Yine karmaşığım bu akşam, ne hissetmesi gerektiğini bilmez haldeyim;elim de koca bir mutluluk mu var yoksa kocaman bir yok oluş mu, bilmiyorum…
Unuttuğum anların tadı bozdu belki de midemi, belki de bir yakarışa verilen olumlu ama korkunç cevap; bunlarla yaşamayı öğrenmeli miyim yoksa vaz mı geçmeliyim, bilmiyorum…
Ne olursa olsun bir daha ki sefere vazgeçmeyeceğim diye söz vermiştim kendime, sözümü tutmalı mıyım yoksa çok geç olmadan geri dönmeli miyim, bilmiyorum…
Köklü bir ağaç gibi, yerimde dimdik durmalı mıyım yoksa, hiçbir şey yaşamaya layık olmayan biri gibi, ardıma bakmadan sonsuza dek kaçmalı mıyım, bilmiyorum…
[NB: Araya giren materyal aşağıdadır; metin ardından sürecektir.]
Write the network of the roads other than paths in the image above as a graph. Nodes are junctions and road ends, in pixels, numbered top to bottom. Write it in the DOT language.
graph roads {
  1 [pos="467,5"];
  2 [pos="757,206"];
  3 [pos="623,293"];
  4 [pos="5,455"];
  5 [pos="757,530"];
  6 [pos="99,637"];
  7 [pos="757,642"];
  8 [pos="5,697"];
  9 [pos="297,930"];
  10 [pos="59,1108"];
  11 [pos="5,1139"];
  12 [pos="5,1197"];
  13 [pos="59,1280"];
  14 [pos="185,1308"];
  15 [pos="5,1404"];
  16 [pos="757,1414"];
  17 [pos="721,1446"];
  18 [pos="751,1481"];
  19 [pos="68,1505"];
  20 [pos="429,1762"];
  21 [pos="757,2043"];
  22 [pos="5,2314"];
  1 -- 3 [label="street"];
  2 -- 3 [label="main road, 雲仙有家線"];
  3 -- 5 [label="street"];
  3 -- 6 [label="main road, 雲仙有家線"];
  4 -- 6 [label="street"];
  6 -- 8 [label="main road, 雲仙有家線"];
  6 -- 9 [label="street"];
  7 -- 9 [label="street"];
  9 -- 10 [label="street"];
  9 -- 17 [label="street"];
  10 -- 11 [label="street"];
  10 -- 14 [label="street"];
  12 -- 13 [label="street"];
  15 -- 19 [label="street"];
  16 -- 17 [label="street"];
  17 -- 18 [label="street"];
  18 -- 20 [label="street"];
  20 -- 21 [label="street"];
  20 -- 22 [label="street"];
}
Bana sorduklarında “Ne oldu?!” diye, doğruyu söylemeli miyim, yoksa kaçamak cevaplar verip, sadece geçiştirmeli miyim, bilmiyorum…
Hiçbir şeyi düşünmeyip, yaşanmayanları dahi hatıralara gömmeli miyim, yoksa her birini ayrı bir hazla yaşayıp vakti geldiğinde bitirmeli miyim, bilmiyorum…
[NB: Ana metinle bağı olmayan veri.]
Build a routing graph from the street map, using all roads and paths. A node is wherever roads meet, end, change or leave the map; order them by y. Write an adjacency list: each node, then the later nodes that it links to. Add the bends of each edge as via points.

Akıbetimi fallara bırakıp, umursamadan hayatı olduğu yerde bırakmalı mıyım, yoksa canımı dişime takıp, bir kere daha denemek için çırpınmalı mıyım, bilmiyorum…
Neye hasret olduğumun farkında değilmiş gibi, tüm güzellikleri bir anda silmeli miyim, yoksa ne kadar bıkarsam bıkayım, sonuna dek yaşamalı mıyım, bilmiyorum…
Aslında hasret olduğum şey bu mu acaba diye yorum yapmalı mıyım, yoksa aslında bu olmadığını bildiğim halde, Polyanna kostümümü çıkartmamalı mıyım, bilmiyorum…
BİLMİYORUM!!!
Bilmiyorum
Köklü bir ağaç gibi, yerimde dimdik durmalı mıyım yoksa, hiçbir şey yaşamaya layık olmayan biri gibi, ardıma bakmadan sonsuza dek kaçmalı mıyım, bilmiyorum…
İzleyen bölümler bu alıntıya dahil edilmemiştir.